We are currently renovating an upstairs bedroom which is in a Georgian section of the property that we own. The original Property is a Grade II Listed Timber Framed house which is semi-detached and adjoining the property is a one up one down brick built section which we believe to be Georgian.

During the start of the renovation we have to our delight revealed the original Elm floor boards that had been covered over with thin plywood. However, whilst we were having some electrical work carried out we noticed that that the original lath and plaster ceiling has been boarded over with plaster board. I have tried to find out if anyone has ever tried to 'carefully' remove the plaster board without damaging the plaster and the laths directly underneath I have read various sources on the internet where people have removed the lath and plaster ceiling altogether (although I cannot understand why you would want to?) and replace with gypsum but I have not come across anyone who has tried to carry out this work. I am a practical person and I do appreciate that I am probably trying to create more work for ourselves but has anybody actually done this during the renovation of their period property?

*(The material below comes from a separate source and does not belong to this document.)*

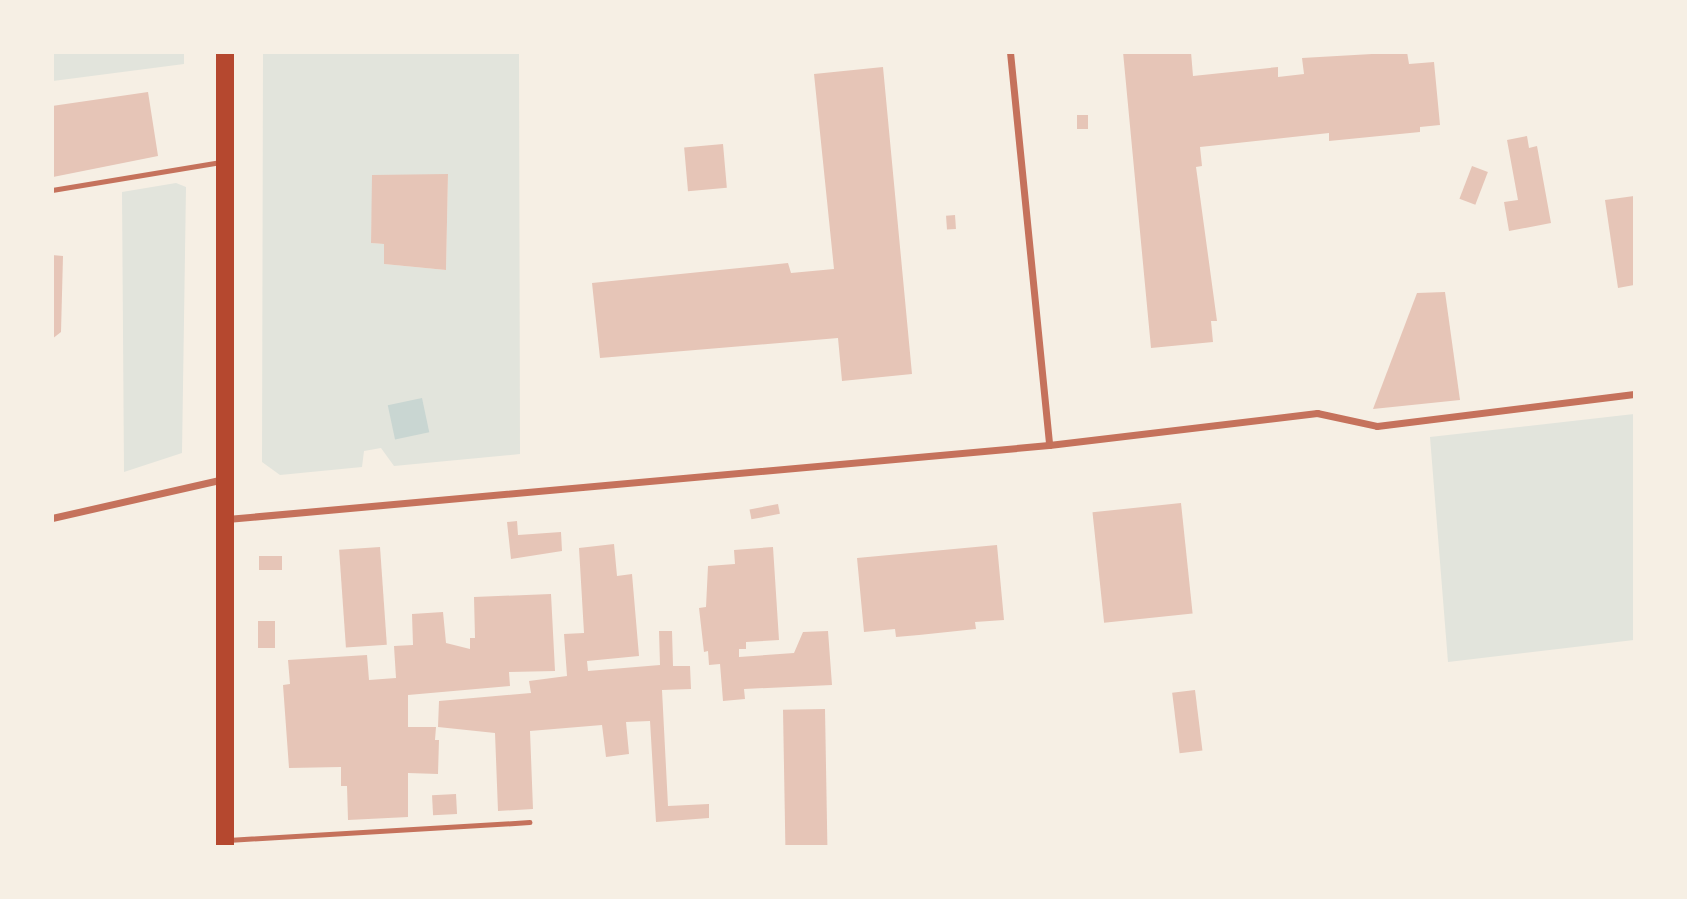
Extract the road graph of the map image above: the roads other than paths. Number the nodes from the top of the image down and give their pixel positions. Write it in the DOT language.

If anyone has any experience of this then I would be grateful for some advice? I am aware that anything to do with ceilings can be extremely messy and I am not trying to remove the original ceiling altogether albeit using crow bars. It is just if there is a way that the plaster board could be removed 'carefully' would be useful. The rest of the property has managed to retain the original lath ceilings as well but they have used lining paper over the lime plaster. Another job eventually, but the lime ceiling with its quirks is nice to see why would any one want to cover them up.

Jeremy Fullthorpe

I do not know many who would attempt this because the risk of finding the original ceiling to be very poor is high; it was probably overboarded because it was in poor condition anyway.  The main issue will be finding the fixing points.  You will need to locate each and every nail or screw.  If it is nailed you will have to carefully try to excavate around the head so that you can get something beneath it to lever it out.  The risk is that several will be difficult and you will damage the board and the original ceiling beneath.  If it is screwed it should be easier to unscrew each screw individually and release the board so that it can be taken down.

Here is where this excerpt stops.